Alfonso, Mariana; Bailey, Thomas R.; Scott, Marc
This study asks if occupational education bestows advantages or disadvantages on the students who pursue it, and how the educational experiences of occupational students compare to the experiences of students in academic programs. The authors used the Beginning Postsecondary Student Longitudinal Study of 1989-94 and 1995-98 to analyze educational outcomes of sub-baccalaureate occupational students. The findings suggest that occupational students pursuing an associate degree complete their degree goals less often than their academic counterparts. The gap remains after controlling for factors such as students characteristics and expectations. The authors conclude that the community college has yet to figure out and implement the optimal approach to providing direct occupational preparation within an institutional structure that rests on an academically oriented foundation. Findings indicate that the 3-year persistence rate for all students in the 1995-98 study was 55.9%, compared to 52.0% for occupational students, and 58.2% for academic students. Persistence includes academic students who are still enrolled, those who earned an AA or AS degree, and those who transfer to a four-year institution. Students who are still enrolled after 5 years are in an ambiguous category, having neither achieved their goals nor abandoned them. The authors conclude that failure to complete a degree or certificate program within 5 years is an indication of a problem. Attached are the PowerPoint print-outs for the presentation. (Contains 32 references and 6 tables.) (NB)

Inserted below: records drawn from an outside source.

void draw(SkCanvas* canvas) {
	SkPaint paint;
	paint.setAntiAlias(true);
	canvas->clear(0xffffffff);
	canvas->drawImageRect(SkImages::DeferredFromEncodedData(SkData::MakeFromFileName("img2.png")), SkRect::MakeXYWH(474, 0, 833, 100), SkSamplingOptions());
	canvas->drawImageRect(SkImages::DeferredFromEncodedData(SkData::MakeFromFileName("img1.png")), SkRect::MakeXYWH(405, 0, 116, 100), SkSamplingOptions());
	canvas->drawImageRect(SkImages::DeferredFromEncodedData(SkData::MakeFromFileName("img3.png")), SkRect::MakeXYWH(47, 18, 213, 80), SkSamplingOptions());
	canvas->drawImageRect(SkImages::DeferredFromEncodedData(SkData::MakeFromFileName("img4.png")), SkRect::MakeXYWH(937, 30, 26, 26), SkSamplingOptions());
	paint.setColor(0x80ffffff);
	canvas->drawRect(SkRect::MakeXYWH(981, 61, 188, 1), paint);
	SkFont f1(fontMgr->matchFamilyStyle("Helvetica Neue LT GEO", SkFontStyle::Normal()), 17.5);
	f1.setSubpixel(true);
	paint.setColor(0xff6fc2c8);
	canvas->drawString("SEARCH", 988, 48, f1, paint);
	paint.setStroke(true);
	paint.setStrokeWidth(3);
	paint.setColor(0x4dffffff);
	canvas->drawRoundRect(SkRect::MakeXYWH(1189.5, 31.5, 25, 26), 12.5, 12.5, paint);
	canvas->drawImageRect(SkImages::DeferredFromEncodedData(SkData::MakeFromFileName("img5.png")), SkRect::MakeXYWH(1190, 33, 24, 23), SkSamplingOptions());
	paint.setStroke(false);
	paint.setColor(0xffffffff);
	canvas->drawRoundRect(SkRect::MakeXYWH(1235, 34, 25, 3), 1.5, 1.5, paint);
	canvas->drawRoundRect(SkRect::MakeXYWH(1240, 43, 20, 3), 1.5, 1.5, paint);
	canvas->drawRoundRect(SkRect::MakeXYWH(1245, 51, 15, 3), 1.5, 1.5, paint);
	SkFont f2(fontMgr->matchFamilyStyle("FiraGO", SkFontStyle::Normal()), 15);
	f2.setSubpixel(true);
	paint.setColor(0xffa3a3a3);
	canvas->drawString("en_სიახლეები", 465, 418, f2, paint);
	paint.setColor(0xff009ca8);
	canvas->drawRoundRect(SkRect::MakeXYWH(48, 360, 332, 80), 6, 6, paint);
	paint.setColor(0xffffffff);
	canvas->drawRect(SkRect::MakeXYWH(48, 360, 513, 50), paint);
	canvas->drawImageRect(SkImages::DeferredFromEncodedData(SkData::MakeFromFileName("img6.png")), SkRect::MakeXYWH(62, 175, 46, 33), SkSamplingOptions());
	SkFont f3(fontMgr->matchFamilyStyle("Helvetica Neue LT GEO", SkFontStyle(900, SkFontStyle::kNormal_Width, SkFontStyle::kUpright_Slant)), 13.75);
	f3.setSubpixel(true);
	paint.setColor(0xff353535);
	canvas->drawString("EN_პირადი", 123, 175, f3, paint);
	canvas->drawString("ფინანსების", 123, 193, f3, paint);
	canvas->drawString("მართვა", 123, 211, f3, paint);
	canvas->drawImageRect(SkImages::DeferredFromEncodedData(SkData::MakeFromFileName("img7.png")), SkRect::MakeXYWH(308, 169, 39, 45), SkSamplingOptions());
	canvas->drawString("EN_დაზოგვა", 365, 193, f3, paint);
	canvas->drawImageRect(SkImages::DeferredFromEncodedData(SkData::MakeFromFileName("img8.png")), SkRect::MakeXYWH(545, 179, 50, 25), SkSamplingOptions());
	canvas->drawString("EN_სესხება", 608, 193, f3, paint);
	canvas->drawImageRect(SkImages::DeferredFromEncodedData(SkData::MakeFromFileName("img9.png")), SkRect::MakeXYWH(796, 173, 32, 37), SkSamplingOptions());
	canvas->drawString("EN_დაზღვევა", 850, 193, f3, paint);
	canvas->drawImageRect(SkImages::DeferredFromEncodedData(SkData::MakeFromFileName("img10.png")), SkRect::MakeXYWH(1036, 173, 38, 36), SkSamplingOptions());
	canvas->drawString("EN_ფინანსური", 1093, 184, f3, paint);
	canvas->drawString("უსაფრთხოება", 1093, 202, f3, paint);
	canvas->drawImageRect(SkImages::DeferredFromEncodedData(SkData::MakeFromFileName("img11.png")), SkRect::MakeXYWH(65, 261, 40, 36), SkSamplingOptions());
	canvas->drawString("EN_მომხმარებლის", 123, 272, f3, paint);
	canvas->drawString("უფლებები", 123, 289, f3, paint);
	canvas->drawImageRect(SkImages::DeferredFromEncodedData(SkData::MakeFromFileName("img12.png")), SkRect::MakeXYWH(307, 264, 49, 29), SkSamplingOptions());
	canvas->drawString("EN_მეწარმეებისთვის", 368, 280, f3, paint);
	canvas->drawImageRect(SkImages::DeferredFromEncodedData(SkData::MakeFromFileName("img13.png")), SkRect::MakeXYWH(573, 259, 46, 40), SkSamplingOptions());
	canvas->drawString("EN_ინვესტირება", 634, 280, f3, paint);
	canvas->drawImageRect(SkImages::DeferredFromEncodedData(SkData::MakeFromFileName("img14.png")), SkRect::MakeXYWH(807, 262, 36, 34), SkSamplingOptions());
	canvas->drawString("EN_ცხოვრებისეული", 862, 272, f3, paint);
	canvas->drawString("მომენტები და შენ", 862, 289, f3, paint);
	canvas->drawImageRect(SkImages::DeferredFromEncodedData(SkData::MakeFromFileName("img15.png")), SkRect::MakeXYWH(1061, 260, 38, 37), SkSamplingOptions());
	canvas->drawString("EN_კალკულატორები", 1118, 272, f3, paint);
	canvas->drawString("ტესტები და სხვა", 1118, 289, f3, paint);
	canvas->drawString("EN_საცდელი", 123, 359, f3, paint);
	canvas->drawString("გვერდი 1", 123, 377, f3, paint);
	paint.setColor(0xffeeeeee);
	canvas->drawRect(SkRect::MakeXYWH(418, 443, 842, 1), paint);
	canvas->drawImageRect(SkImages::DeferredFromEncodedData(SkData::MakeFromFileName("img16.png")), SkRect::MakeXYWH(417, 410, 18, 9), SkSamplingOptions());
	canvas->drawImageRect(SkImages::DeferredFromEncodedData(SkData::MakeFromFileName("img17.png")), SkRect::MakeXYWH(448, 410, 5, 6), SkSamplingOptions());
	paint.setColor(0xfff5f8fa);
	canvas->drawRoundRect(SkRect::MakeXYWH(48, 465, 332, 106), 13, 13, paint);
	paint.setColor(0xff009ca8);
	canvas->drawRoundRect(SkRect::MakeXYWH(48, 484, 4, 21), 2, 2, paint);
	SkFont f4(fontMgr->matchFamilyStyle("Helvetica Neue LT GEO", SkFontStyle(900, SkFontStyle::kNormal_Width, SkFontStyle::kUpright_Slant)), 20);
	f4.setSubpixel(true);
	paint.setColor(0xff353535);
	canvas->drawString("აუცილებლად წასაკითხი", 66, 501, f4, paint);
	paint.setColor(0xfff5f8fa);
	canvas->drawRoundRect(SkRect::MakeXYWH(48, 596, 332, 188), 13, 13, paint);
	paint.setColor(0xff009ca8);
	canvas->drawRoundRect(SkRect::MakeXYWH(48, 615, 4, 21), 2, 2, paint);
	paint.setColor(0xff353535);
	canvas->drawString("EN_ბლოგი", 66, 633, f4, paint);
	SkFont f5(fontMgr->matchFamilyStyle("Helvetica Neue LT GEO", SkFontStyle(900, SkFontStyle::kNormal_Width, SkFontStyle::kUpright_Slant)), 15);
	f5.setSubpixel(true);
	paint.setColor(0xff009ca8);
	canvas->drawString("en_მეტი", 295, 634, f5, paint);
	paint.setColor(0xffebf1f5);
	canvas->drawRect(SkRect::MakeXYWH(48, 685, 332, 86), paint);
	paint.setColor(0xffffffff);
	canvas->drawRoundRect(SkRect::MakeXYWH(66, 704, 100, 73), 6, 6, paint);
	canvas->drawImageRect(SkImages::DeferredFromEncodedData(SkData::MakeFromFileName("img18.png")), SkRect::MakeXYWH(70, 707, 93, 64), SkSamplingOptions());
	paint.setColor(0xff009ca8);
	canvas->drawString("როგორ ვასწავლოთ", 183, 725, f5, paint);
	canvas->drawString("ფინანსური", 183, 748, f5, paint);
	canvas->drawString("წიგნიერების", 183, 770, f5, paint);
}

Publication Type: Information Analyses; Reports - Research; Speeches/Meeting Papers
Education Level: N/A
Sponsor: Department of Education, Washington, DC.
Authoring Institution: Columbia Univ., New York, NY. Community Coll. Research Center.; New York Univ., NY. School of Education.
Note: Paper prepared the Annual Meeting of the American Educational Research Association (Chicago, IL, April 21-25, 2003).